(Extracted data entries)
┏━━
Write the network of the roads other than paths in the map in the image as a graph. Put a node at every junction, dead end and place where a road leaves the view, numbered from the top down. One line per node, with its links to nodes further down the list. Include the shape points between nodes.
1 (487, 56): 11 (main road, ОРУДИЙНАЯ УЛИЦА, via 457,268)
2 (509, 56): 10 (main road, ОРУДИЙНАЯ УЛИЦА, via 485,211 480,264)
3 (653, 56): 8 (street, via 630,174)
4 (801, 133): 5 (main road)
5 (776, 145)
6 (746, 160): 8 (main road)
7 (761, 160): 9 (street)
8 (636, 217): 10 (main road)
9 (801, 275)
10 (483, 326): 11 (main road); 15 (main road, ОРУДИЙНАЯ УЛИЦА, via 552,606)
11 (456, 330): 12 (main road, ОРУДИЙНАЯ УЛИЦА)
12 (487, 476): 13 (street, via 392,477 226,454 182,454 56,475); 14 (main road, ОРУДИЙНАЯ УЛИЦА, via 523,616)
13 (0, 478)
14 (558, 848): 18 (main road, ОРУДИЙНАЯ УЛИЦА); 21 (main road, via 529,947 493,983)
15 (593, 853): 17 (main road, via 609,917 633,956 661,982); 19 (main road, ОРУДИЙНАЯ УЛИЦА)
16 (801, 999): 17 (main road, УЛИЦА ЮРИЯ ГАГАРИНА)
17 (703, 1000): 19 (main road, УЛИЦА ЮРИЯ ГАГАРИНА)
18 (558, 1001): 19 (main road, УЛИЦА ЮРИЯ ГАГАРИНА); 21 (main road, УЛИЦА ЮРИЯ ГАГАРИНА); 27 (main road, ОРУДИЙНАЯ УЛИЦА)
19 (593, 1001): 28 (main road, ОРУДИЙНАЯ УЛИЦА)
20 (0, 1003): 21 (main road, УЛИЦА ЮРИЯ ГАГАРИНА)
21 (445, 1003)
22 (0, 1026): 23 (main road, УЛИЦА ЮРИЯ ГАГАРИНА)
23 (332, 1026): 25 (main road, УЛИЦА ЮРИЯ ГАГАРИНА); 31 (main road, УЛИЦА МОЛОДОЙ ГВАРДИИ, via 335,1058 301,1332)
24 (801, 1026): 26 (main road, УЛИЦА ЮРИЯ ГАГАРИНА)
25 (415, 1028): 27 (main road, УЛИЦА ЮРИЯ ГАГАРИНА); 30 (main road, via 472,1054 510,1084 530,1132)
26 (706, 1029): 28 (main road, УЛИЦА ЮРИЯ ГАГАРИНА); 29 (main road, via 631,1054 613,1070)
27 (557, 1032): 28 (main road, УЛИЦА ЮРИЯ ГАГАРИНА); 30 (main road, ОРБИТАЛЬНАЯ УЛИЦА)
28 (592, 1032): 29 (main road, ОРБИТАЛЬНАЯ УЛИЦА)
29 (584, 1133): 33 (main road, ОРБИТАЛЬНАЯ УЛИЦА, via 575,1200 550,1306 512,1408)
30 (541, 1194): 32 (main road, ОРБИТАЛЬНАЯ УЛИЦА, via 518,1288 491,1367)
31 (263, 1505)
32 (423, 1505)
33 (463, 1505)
┗━━
Exercise -
Show a copy of each line from the records above in which the string "ОРБИТАЛЬНАЯ" occurs.

Task result -
27 (557, 1032): 28 (main road, УЛИЦА ЮРИЯ ГАГАРИНА); 30 (main road, ОРБИТАЛЬНАЯ УЛИЦА)
28 (592, 1032): 29 (main road, ОРБИТАЛЬНАЯ УЛИЦА)
29 (584, 1133): 33 (main road, ОРБИТАЛЬНАЯ УЛИЦА, via 575,1200 550,1306 512,1408)
30 (541, 1194): 32 (main road, ОРБИТАЛЬНАЯ УЛИЦА, via 518,1288 491,1367)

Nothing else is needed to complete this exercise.